▶ Task: Return each line of the listing that has the word "dead" in it.

▶ Data:
________

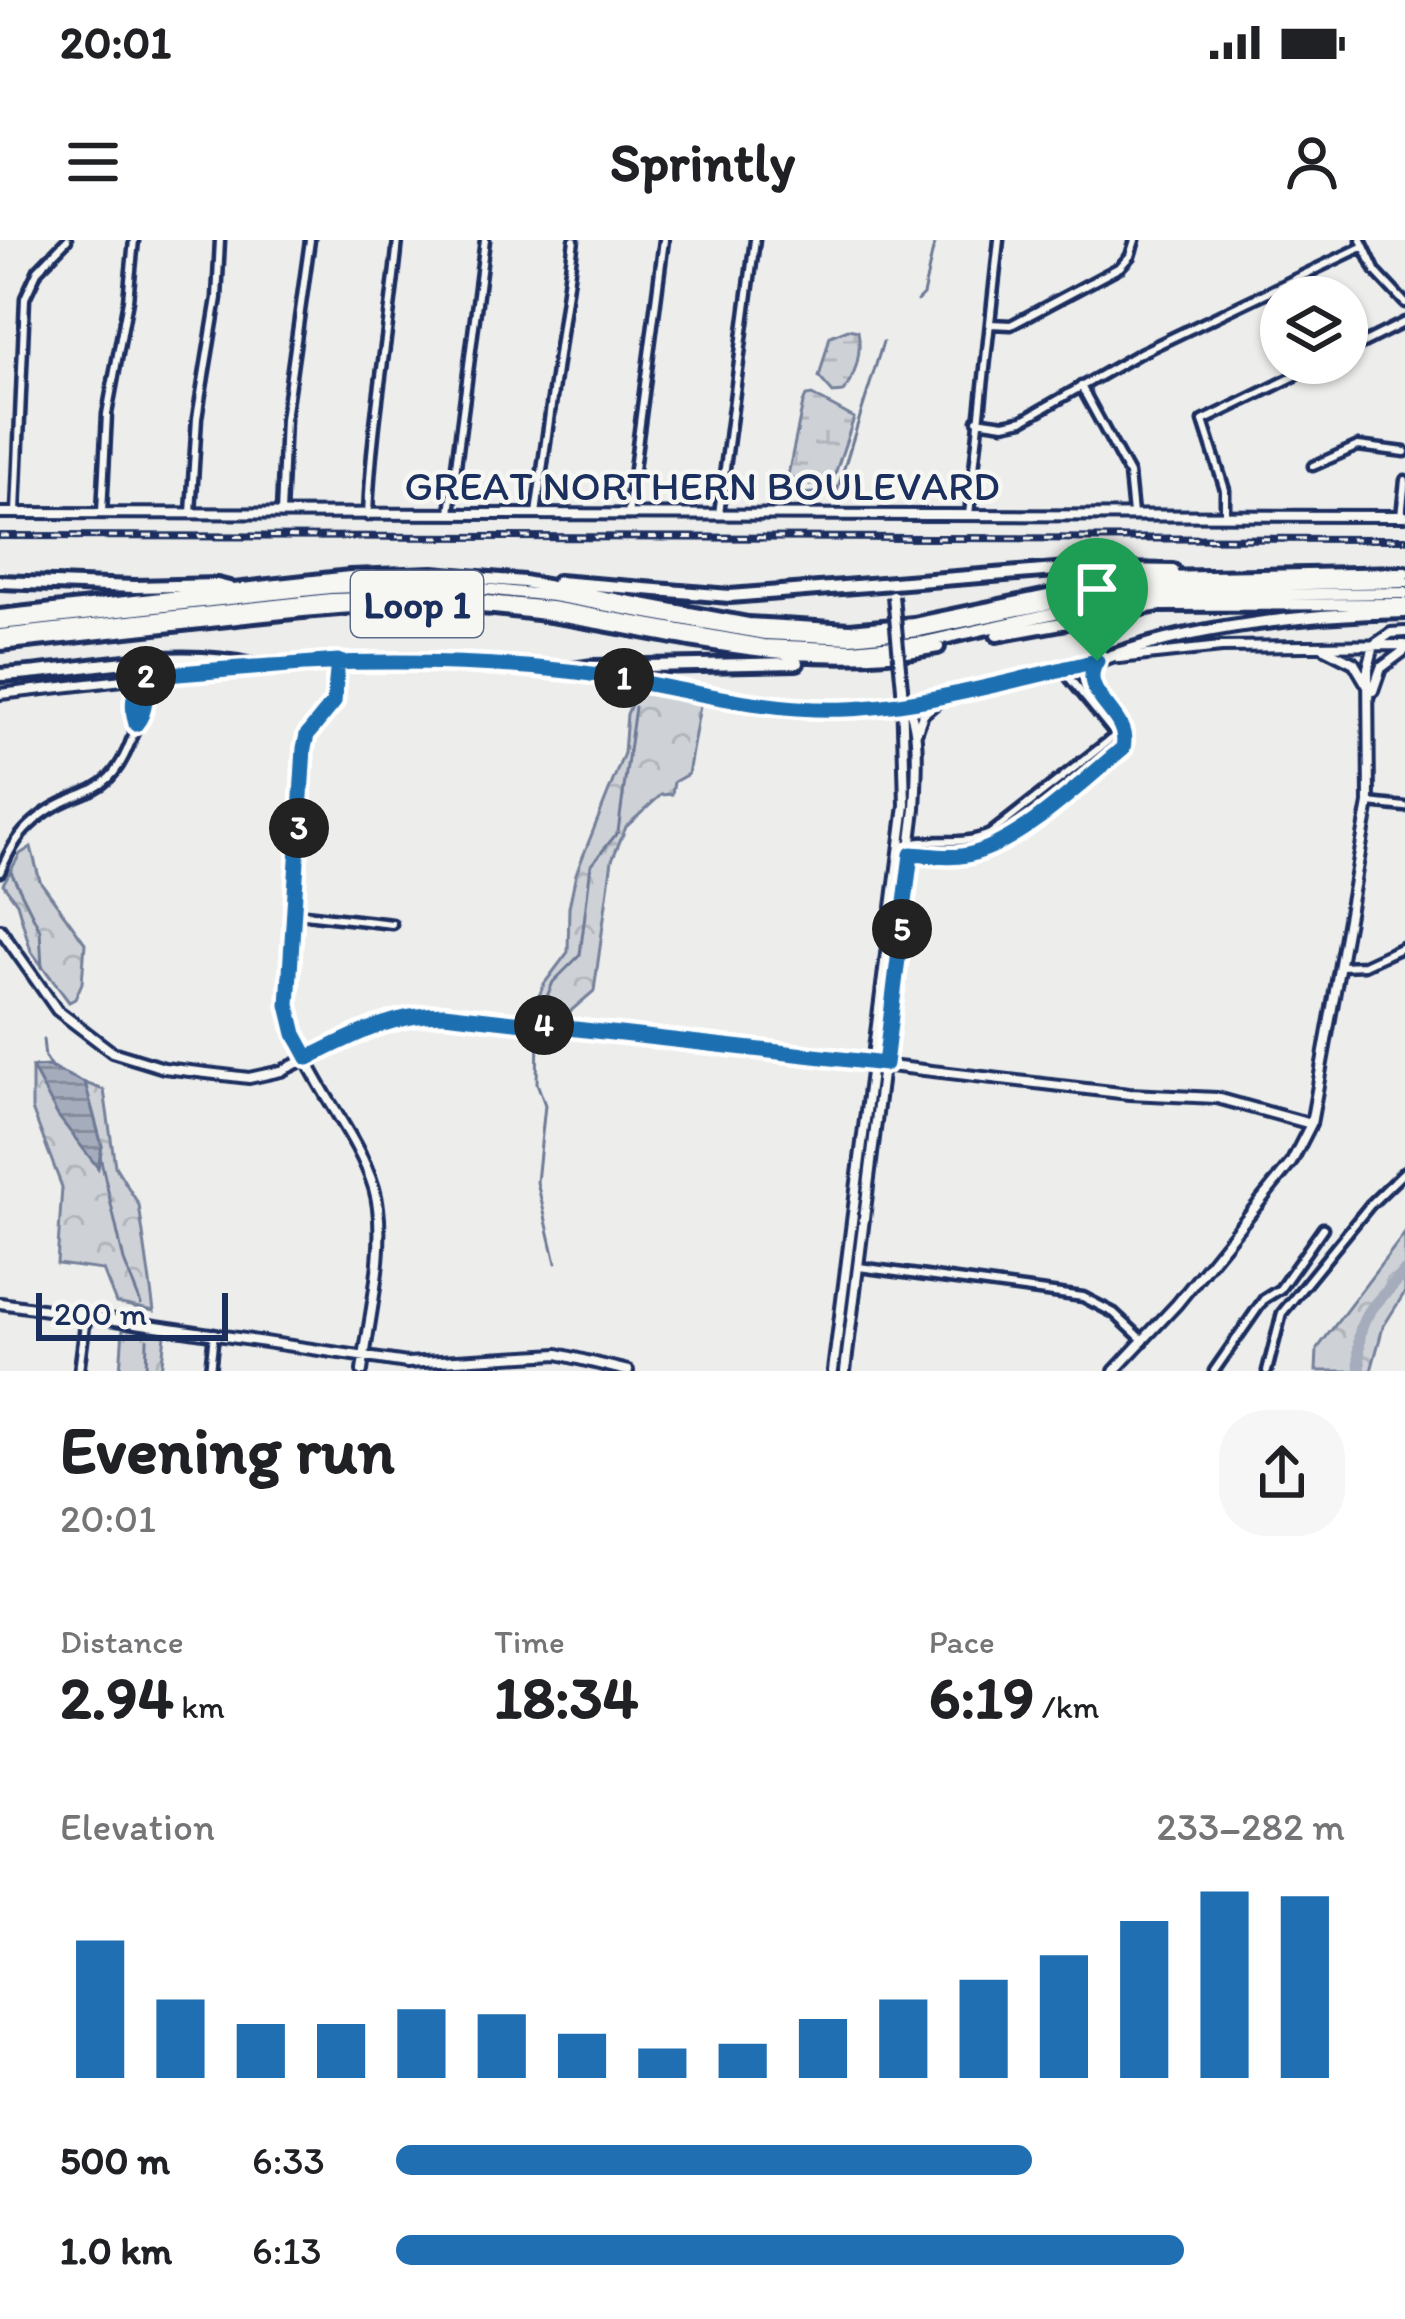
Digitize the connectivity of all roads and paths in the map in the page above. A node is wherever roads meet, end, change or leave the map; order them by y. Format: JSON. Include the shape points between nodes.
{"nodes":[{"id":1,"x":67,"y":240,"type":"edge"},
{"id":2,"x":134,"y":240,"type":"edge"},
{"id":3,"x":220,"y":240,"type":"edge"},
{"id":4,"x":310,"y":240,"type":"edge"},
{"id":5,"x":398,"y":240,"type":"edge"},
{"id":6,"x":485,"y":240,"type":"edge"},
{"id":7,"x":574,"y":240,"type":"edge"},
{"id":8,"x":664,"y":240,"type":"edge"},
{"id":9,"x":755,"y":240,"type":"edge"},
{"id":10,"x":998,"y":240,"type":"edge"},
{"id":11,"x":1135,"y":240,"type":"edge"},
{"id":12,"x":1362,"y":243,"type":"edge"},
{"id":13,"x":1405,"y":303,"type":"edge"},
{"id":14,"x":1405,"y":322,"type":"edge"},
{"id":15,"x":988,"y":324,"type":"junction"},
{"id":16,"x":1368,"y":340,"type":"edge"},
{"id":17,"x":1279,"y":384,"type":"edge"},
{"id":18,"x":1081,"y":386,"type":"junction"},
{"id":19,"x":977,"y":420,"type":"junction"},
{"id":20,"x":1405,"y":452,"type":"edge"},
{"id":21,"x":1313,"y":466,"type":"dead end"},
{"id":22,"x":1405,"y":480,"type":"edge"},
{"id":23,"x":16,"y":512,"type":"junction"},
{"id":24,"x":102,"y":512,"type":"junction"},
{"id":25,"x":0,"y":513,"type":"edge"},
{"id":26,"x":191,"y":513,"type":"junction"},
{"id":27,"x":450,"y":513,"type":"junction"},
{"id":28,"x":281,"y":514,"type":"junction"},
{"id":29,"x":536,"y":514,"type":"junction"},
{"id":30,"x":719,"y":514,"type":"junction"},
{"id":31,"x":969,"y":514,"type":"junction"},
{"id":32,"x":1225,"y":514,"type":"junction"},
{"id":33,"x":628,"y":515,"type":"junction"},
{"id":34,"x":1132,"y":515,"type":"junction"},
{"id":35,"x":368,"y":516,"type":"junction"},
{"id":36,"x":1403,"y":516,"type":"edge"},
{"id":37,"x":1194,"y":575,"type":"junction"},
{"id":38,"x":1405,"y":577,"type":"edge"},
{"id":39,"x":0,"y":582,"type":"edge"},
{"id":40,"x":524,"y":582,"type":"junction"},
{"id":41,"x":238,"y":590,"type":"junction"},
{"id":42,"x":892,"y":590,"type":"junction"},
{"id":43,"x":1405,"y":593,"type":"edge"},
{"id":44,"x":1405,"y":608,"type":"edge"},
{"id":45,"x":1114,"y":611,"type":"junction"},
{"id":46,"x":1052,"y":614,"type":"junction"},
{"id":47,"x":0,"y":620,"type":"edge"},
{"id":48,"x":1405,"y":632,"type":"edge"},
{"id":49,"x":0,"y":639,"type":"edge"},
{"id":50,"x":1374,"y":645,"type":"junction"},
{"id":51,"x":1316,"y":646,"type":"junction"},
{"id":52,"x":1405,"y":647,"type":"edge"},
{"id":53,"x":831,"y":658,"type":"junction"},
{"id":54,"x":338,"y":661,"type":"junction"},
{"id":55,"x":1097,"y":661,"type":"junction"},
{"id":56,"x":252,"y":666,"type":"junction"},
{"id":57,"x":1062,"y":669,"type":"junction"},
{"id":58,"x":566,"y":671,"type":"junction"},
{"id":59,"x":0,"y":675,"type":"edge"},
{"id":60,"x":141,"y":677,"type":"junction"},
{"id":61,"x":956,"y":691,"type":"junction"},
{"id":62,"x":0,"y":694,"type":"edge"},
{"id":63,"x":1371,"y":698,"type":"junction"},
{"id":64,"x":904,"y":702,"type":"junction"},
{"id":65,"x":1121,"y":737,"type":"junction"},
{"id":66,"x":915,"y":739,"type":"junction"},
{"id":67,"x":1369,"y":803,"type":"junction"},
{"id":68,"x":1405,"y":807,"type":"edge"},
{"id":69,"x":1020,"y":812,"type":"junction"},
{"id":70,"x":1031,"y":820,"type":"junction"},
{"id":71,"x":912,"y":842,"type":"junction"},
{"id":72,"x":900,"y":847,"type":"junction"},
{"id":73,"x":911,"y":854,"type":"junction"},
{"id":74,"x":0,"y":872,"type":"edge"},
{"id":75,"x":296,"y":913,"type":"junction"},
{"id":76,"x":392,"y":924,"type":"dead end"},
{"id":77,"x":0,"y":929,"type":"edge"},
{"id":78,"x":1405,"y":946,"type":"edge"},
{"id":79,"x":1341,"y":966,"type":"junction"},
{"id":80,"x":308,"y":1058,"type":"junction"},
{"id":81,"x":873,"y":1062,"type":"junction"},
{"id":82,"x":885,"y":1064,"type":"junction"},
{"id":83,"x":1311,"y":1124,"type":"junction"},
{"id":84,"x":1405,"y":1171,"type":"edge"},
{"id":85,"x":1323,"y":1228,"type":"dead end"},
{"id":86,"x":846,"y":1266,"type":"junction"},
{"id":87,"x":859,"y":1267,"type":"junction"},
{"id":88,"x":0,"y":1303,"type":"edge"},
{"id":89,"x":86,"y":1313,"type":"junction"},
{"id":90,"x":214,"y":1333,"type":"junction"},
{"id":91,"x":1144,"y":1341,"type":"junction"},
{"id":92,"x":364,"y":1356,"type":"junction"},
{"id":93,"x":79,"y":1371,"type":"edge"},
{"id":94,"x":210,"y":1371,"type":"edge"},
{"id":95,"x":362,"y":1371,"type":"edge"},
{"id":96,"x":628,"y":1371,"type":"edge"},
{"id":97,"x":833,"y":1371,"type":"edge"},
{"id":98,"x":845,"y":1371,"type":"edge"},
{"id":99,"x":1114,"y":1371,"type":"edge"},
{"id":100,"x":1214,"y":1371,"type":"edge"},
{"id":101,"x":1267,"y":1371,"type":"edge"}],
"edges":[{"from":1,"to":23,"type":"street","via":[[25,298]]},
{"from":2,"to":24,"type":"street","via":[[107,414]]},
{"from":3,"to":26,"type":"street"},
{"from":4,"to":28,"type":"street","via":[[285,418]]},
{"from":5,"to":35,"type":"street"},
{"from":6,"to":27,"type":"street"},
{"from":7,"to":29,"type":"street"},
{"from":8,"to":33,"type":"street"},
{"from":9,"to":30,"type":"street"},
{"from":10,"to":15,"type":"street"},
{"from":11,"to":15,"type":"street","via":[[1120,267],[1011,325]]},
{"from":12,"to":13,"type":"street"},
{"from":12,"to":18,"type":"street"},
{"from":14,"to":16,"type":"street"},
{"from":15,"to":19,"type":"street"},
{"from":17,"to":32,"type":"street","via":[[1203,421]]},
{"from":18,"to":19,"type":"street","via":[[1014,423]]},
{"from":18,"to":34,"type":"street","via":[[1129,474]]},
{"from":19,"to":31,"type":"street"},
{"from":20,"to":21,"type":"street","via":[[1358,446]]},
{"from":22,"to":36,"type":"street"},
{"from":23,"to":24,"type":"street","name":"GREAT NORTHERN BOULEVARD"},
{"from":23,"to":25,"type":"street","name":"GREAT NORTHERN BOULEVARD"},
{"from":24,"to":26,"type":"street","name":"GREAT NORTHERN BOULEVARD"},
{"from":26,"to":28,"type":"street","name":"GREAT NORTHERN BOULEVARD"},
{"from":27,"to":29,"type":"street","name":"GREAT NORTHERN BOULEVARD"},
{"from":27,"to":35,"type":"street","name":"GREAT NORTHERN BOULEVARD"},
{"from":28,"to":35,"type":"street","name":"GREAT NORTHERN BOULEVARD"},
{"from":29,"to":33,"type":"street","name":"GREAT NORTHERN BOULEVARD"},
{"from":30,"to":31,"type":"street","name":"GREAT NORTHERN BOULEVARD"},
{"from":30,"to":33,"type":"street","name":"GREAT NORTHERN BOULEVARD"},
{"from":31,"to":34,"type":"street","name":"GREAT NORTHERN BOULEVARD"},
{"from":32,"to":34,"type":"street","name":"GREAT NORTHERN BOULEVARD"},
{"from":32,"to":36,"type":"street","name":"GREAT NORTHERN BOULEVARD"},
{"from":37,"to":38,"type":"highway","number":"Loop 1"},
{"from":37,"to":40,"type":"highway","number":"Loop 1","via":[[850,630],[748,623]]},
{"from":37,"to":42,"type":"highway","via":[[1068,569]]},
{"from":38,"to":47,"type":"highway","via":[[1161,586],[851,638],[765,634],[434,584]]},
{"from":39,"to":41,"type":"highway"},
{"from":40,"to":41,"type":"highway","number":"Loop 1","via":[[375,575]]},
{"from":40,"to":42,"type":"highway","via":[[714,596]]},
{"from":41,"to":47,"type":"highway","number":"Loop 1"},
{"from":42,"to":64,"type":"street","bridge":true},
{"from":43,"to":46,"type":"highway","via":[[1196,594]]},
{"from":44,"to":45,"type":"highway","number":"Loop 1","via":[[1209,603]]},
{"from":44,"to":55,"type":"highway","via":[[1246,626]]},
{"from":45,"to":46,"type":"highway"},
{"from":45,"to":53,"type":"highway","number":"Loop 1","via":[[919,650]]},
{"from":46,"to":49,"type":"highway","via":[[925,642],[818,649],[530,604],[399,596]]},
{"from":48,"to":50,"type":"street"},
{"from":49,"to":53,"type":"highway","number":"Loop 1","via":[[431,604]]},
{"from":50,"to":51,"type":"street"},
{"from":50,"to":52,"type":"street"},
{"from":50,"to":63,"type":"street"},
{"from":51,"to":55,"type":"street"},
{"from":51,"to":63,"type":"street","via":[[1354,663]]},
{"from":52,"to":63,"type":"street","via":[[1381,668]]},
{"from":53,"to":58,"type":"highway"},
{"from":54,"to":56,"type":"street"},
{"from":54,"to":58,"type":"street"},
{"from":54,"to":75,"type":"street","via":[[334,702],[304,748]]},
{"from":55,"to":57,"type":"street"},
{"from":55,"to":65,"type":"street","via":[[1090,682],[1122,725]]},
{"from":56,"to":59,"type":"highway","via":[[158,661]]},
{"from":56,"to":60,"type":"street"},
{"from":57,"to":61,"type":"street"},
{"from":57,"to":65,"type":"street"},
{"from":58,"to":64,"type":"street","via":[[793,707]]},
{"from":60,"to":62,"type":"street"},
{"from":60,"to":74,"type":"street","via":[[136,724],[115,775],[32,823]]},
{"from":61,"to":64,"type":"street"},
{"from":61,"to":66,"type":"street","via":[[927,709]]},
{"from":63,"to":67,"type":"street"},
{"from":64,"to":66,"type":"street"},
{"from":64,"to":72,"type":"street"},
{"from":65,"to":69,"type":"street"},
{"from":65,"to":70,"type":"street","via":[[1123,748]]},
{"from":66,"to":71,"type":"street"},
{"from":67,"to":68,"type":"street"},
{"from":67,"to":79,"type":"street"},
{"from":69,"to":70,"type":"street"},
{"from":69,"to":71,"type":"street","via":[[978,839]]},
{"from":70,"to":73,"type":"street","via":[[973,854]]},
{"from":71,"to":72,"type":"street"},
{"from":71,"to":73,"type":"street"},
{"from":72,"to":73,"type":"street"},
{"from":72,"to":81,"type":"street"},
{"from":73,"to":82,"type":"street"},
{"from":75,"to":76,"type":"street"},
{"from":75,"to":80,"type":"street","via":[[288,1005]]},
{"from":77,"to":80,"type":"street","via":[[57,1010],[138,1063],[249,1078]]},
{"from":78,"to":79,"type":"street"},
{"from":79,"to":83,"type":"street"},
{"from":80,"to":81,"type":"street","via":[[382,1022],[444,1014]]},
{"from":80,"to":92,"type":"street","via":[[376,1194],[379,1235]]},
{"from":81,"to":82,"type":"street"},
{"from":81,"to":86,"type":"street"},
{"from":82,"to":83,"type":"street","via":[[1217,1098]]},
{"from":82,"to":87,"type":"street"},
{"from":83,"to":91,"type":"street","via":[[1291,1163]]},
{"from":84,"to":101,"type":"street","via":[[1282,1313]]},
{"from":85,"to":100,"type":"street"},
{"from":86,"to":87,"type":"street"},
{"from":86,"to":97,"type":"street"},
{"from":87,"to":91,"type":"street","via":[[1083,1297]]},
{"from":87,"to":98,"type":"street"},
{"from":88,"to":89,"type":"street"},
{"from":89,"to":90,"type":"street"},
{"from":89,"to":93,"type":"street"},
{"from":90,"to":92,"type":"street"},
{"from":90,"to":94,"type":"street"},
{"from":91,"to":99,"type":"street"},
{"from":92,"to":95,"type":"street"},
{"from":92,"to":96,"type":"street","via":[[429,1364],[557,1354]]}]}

________

▶ Result:
{"id":21,"x":1313,"y":466,"type":"dead end"},
{"id":76,"x":392,"y":924,"type":"dead end"},
{"id":85,"x":1323,"y":1228,"type":"dead end"},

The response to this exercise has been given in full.